Instructions for the task - All of the data should be restated exactly as it stands.
____________
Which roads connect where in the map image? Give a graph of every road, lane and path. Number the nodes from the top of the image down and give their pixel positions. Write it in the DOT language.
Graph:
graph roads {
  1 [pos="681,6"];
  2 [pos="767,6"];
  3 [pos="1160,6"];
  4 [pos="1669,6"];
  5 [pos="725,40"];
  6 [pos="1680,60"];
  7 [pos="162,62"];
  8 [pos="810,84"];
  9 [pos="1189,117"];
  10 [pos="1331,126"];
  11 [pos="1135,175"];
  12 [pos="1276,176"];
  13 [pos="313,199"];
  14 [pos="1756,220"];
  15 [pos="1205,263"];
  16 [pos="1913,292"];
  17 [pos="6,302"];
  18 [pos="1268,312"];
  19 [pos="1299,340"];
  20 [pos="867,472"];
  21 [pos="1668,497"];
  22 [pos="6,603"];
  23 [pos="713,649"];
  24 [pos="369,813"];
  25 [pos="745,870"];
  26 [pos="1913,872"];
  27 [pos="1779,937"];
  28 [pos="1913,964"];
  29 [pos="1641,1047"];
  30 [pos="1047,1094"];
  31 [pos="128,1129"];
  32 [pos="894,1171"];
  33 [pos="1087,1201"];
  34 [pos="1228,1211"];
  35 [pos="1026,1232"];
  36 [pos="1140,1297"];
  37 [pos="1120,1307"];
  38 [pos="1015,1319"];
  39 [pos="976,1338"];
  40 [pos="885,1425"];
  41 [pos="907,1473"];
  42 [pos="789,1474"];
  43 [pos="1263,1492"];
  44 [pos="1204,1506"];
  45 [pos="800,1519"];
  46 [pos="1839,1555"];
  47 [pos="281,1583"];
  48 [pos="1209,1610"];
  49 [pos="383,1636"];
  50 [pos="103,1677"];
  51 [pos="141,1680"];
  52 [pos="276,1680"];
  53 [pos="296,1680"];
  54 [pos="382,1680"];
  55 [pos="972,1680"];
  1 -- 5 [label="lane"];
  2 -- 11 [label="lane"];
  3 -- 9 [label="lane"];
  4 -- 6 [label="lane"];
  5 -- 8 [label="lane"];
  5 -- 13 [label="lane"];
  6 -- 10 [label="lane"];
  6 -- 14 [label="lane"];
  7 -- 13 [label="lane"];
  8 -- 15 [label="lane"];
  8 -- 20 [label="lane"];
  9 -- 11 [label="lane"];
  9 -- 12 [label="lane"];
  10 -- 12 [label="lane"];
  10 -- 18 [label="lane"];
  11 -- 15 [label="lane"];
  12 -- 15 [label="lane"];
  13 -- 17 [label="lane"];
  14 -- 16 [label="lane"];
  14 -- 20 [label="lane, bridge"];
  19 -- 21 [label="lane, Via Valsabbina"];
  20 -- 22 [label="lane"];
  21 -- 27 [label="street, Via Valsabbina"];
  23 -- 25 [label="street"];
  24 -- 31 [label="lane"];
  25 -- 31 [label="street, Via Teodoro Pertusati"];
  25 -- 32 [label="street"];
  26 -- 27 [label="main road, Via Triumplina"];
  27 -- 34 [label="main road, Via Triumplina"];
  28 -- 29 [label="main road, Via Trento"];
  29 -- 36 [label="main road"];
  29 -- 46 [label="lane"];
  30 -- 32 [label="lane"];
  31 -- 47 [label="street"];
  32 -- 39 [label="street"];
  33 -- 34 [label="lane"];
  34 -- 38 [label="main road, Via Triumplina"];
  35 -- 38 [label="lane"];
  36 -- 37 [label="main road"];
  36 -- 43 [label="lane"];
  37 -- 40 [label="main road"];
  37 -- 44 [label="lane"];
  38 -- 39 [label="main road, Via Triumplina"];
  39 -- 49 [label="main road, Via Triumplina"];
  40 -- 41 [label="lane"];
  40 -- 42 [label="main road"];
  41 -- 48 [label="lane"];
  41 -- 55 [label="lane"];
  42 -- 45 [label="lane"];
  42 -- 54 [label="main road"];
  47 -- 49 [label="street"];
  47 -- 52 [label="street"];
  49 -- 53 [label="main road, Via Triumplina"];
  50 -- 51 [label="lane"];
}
____________
Expected answer -
Which roads connect where in the map image? Give a graph of every road, lane and path. Number the nodes from the top of the image down and give their pixel positions. Write it in the DOT language.
Graph:
graph roads {
  1 [pos="681,6"];
  2 [pos="767,6"];
  3 [pos="1160,6"];
  4 [pos="1669,6"];
  5 [pos="725,40"];
  6 [pos="1680,60"];
  7 [pos="162,62"];
  8 [pos="810,84"];
  9 [pos="1189,117"];
  10 [pos="1331,126"];
  11 [pos="1135,175"];
  12 [pos="1276,176"];
  13 [pos="313,199"];
  14 [pos="1756,220"];
  15 [pos="1205,263"];
  16 [pos="1913,292"];
  17 [pos="6,302"];
  18 [pos="1268,312"];
  19 [pos="1299,340"];
  20 [pos="867,472"];
  21 [pos="1668,497"];
  22 [pos="6,603"];
  23 [pos="713,649"];
  24 [pos="369,813"];
  25 [pos="745,870"];
  26 [pos="1913,872"];
  27 [pos="1779,937"];
  28 [pos="1913,964"];
  29 [pos="1641,1047"];
  30 [pos="1047,1094"];
  31 [pos="128,1129"];
  32 [pos="894,1171"];
  33 [pos="1087,1201"];
  34 [pos="1228,1211"];
  35 [pos="1026,1232"];
  36 [pos="1140,1297"];
  37 [pos="1120,1307"];
  38 [pos="1015,1319"];
  39 [pos="976,1338"];
  40 [pos="885,1425"];
  41 [pos="907,1473"];
  42 [pos="789,1474"];
  43 [pos="1263,1492"];
  44 [pos="1204,1506"];
  45 [pos="800,1519"];
  46 [pos="1839,1555"];
  47 [pos="281,1583"];
  48 [pos="1209,1610"];
  49 [pos="383,1636"];
  50 [pos="103,1677"];
  51 [pos="141,1680"];
  52 [pos="276,1680"];
  53 [pos="296,1680"];
  54 [pos="382,1680"];
  55 [pos="972,1680"];
  1 -- 5 [label="lane"];
  2 -- 11 [label="lane"];
  3 -- 9 [label="lane"];
  4 -- 6 [label="lane"];
  5 -- 8 [label="lane"];
  5 -- 13 [label="lane"];
  6 -- 10 [label="lane"];
  6 -- 14 [label="lane"];
  7 -- 13 [label="lane"];
  8 -- 15 [label="lane"];
  8 -- 20 [label="lane"];
  9 -- 11 [label="lane"];
  9 -- 12 [label="lane"];
  10 -- 12 [label="lane"];
  10 -- 18 [label="lane"];
  11 -- 15 [label="lane"];
  12 -- 15 [label="lane"];
  13 -- 17 [label="lane"];
  14 -- 16 [label="lane"];
  14 -- 20 [label="lane, bridge"];
  19 -- 21 [label="lane, Via Valsabbina"];
  20 -- 22 [label="lane"];
  21 -- 27 [label="street, Via Valsabbina"];
  23 -- 25 [label="street"];
  24 -- 31 [label="lane"];
  25 -- 31 [label="street, Via Teodoro Pertusati"];
  25 -- 32 [label="street"];
  26 -- 27 [label="main road, Via Triumplina"];
  27 -- 34 [label="main road, Via Triumplina"];
  28 -- 29 [label="main road, Via Trento"];
  29 -- 36 [label="main road"];
  29 -- 46 [label="lane"];
  30 -- 32 [label="lane"];
  31 -- 47 [label="street"];
  32 -- 39 [label="street"];
  33 -- 34 [label="lane"];
  34 -- 38 [label="main road, Via Triumplina"];
  35 -- 38 [label="lane"];
  36 -- 37 [label="main road"];
  36 -- 43 [label="lane"];
  37 -- 40 [label="main road"];
  37 -- 44 [label="lane"];
  38 -- 39 [label="main road, Via Triumplina"];
  39 -- 49 [label="main road, Via Triumplina"];
  40 -- 41 [label="lane"];
  40 -- 42 [label="main road"];
  41 -- 48 [label="lane"];
  41 -- 55 [label="lane"];
  42 -- 45 [label="lane"];
  42 -- 54 [label="main road"];
  47 -- 49 [label="street"];
  47 -- 52 [label="street"];
  49 -- 53 [label="main road, Via Triumplina"];
  50 -- 51 [label="lane"];
}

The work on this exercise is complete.